_Task objective_
Output the data below in full, byte for byte. Nothing may differ.

_Data extract_

* * * *

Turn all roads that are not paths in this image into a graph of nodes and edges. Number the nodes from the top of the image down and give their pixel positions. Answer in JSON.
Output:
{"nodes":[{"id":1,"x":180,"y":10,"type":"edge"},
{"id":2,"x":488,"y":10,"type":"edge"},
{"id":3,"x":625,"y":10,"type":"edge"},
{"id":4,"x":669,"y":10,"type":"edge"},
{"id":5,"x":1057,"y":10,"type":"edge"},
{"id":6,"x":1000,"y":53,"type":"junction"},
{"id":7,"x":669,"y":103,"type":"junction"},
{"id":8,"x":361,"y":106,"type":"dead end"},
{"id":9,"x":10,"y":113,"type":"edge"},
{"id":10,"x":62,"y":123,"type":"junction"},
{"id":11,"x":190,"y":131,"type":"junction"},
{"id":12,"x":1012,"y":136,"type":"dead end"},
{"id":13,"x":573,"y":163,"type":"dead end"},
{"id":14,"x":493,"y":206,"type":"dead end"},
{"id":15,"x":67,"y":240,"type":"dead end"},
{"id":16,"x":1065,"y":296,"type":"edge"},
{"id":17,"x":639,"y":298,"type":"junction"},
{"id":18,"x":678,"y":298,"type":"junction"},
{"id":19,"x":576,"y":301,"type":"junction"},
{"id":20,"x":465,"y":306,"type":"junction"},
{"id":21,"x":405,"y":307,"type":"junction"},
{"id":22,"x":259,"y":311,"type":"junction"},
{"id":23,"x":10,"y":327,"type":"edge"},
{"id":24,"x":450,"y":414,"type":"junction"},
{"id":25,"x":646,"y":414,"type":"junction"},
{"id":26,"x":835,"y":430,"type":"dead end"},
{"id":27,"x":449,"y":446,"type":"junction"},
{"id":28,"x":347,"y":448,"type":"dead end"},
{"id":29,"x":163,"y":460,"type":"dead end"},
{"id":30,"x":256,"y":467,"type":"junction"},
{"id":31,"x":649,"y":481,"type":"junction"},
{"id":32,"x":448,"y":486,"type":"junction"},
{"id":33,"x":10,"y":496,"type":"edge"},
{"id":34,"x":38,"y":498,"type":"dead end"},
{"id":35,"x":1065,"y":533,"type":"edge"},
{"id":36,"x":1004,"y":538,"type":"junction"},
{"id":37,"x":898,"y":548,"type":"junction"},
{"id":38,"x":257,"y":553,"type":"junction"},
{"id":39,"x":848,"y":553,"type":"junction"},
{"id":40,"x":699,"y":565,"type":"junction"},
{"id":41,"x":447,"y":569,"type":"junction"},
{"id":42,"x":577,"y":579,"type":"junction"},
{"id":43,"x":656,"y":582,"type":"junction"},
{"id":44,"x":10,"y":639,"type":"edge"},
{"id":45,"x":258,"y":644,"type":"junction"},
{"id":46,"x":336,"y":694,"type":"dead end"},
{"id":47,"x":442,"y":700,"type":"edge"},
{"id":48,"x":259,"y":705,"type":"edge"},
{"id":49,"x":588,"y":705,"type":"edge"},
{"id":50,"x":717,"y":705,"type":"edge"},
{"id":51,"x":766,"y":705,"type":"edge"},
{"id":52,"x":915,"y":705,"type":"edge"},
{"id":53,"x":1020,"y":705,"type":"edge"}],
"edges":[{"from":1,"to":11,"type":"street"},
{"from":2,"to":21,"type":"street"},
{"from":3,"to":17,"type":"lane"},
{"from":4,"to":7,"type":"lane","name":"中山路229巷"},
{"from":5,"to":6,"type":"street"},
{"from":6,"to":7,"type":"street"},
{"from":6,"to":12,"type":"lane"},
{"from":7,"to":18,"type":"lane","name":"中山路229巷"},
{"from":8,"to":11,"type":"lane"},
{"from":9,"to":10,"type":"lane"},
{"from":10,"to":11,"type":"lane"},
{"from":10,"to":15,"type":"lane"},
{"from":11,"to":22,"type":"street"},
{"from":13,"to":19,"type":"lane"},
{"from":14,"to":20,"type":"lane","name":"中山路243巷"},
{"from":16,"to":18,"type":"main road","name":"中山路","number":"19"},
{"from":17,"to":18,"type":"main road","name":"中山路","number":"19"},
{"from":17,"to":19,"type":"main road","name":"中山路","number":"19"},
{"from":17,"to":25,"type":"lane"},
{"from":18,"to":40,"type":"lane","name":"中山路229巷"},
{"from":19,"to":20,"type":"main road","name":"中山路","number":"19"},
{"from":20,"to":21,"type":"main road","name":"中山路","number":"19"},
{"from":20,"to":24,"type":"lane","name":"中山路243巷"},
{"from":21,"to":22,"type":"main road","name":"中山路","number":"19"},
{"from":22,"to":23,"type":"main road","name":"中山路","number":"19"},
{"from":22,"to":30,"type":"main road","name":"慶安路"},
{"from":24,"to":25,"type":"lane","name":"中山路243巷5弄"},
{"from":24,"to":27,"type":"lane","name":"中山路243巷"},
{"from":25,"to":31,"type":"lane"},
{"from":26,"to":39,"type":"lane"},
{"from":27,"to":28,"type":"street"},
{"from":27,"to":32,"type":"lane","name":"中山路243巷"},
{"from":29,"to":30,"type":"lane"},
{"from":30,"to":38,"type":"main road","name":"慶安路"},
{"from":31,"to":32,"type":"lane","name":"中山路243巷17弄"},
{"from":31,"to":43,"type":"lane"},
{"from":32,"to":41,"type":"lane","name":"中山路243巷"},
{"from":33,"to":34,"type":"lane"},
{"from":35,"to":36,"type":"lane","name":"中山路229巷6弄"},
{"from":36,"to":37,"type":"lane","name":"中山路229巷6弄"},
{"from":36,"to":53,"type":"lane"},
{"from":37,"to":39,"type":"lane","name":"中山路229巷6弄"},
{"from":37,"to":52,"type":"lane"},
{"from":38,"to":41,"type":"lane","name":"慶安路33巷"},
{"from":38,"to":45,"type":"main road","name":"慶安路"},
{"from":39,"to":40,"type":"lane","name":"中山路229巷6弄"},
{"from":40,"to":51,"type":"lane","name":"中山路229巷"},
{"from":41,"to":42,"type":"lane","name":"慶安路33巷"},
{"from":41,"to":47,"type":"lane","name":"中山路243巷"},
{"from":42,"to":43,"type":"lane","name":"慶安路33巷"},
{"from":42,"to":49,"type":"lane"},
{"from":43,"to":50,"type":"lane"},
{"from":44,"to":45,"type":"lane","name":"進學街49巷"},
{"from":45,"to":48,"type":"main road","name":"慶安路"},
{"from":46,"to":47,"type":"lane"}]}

* * * *

_Written answer_
Turn all roads that are not paths in this image into a graph of nodes and edges. Number the nodes from the top of the image down and give their pixel positions. Answer in JSON.
Output:
{"nodes":[{"id":1,"x":180,"y":10,"type":"edge"},
{"id":2,"x":488,"y":10,"type":"edge"},
{"id":3,"x":625,"y":10,"type":"edge"},
{"id":4,"x":669,"y":10,"type":"edge"},
{"id":5,"x":1057,"y":10,"type":"edge"},
{"id":6,"x":1000,"y":53,"type":"junction"},
{"id":7,"x":669,"y":103,"type":"junction"},
{"id":8,"x":361,"y":106,"type":"dead end"},
{"id":9,"x":10,"y":113,"type":"edge"},
{"id":10,"x":62,"y":123,"type":"junction"},
{"id":11,"x":190,"y":131,"type":"junction"},
{"id":12,"x":1012,"y":136,"type":"dead end"},
{"id":13,"x":573,"y":163,"type":"dead end"},
{"id":14,"x":493,"y":206,"type":"dead end"},
{"id":15,"x":67,"y":240,"type":"dead end"},
{"id":16,"x":1065,"y":296,"type":"edge"},
{"id":17,"x":639,"y":298,"type":"junction"},
{"id":18,"x":678,"y":298,"type":"junction"},
{"id":19,"x":576,"y":301,"type":"junction"},
{"id":20,"x":465,"y":306,"type":"junction"},
{"id":21,"x":405,"y":307,"type":"junction"},
{"id":22,"x":259,"y":311,"type":"junction"},
{"id":23,"x":10,"y":327,"type":"edge"},
{"id":24,"x":450,"y":414,"type":"junction"},
{"id":25,"x":646,"y":414,"type":"junction"},
{"id":26,"x":835,"y":430,"type":"dead end"},
{"id":27,"x":449,"y":446,"type":"junction"},
{"id":28,"x":347,"y":448,"type":"dead end"},
{"id":29,"x":163,"y":460,"type":"dead end"},
{"id":30,"x":256,"y":467,"type":"junction"},
{"id":31,"x":649,"y":481,"type":"junction"},
{"id":32,"x":448,"y":486,"type":"junction"},
{"id":33,"x":10,"y":496,"type":"edge"},
{"id":34,"x":38,"y":498,"type":"dead end"},
{"id":35,"x":1065,"y":533,"type":"edge"},
{"id":36,"x":1004,"y":538,"type":"junction"},
{"id":37,"x":898,"y":548,"type":"junction"},
{"id":38,"x":257,"y":553,"type":"junction"},
{"id":39,"x":848,"y":553,"type":"junction"},
{"id":40,"x":699,"y":565,"type":"junction"},
{"id":41,"x":447,"y":569,"type":"junction"},
{"id":42,"x":577,"y":579,"type":"junction"},
{"id":43,"x":656,"y":582,"type":"junction"},
{"id":44,"x":10,"y":639,"type":"edge"},
{"id":45,"x":258,"y":644,"type":"junction"},
{"id":46,"x":336,"y":694,"type":"dead end"},
{"id":47,"x":442,"y":700,"type":"edge"},
{"id":48,"x":259,"y":705,"type":"edge"},
{"id":49,"x":588,"y":705,"type":"edge"},
{"id":50,"x":717,"y":705,"type":"edge"},
{"id":51,"x":766,"y":705,"type":"edge"},
{"id":52,"x":915,"y":705,"type":"edge"},
{"id":53,"x":1020,"y":705,"type":"edge"}],
"edges":[{"from":1,"to":11,"type":"street"},
{"from":2,"to":21,"type":"street"},
{"from":3,"to":17,"type":"lane"},
{"from":4,"to":7,"type":"lane","name":"中山路229巷"},
{"from":5,"to":6,"type":"street"},
{"from":6,"to":7,"type":"street"},
{"from":6,"to":12,"type":"lane"},
{"from":7,"to":18,"type":"lane","name":"中山路229巷"},
{"from":8,"to":11,"type":"lane"},
{"from":9,"to":10,"type":"lane"},
{"from":10,"to":11,"type":"lane"},
{"from":10,"to":15,"type":"lane"},
{"from":11,"to":22,"type":"street"},
{"from":13,"to":19,"type":"lane"},
{"from":14,"to":20,"type":"lane","name":"中山路243巷"},
{"from":16,"to":18,"type":"main road","name":"中山路","number":"19"},
{"from":17,"to":18,"type":"main road","name":"中山路","number":"19"},
{"from":17,"to":19,"type":"main road","name":"中山路","number":"19"},
{"from":17,"to":25,"type":"lane"},
{"from":18,"to":40,"type":"lane","name":"中山路229巷"},
{"from":19,"to":20,"type":"main road","name":"中山路","number":"19"},
{"from":20,"to":21,"type":"main road","name":"中山路","number":"19"},
{"from":20,"to":24,"type":"lane","name":"中山路243巷"},
{"from":21,"to":22,"type":"main road","name":"中山路","number":"19"},
{"from":22,"to":23,"type":"main road","name":"中山路","number":"19"},
{"from":22,"to":30,"type":"main road","name":"慶安路"},
{"from":24,"to":25,"type":"lane","name":"中山路243巷5弄"},
{"from":24,"to":27,"type":"lane","name":"中山路243巷"},
{"from":25,"to":31,"type":"lane"},
{"from":26,"to":39,"type":"lane"},
{"from":27,"to":28,"type":"street"},
{"from":27,"to":32,"type":"lane","name":"中山路243巷"},
{"from":29,"to":30,"type":"lane"},
{"from":30,"to":38,"type":"main road","name":"慶安路"},
{"from":31,"to":32,"type":"lane","name":"中山路243巷17弄"},
{"from":31,"to":43,"type":"lane"},
{"from":32,"to":41,"type":"lane","name":"中山路243巷"},
{"from":33,"to":34,"type":"lane"},
{"from":35,"to":36,"type":"lane","name":"中山路229巷6弄"},
{"from":36,"to":37,"type":"lane","name":"中山路229巷6弄"},
{"from":36,"to":53,"type":"lane"},
{"from":37,"to":39,"type":"lane","name":"中山路229巷6弄"},
{"from":37,"to":52,"type":"lane"},
{"from":38,"to":41,"type":"lane","name":"慶安路33巷"},
{"from":38,"to":45,"type":"main road","name":"慶安路"},
{"from":39,"to":40,"type":"lane","name":"中山路229巷6弄"},
{"from":40,"to":51,"type":"lane","name":"中山路229巷"},
{"from":41,"to":42,"type":"lane","name":"慶安路33巷"},
{"from":41,"to":47,"type":"lane","name":"中山路243巷"},
{"from":42,"to":43,"type":"lane","name":"慶安路33巷"},
{"from":42,"to":49,"type":"lane"},
{"from":43,"to":50,"type":"lane"},
{"from":44,"to":45,"type":"lane","name":"進學街49巷"},
{"from":45,"to":48,"type":"main road","name":"慶安路"},
{"from":46,"to":47,"type":"lane"}]}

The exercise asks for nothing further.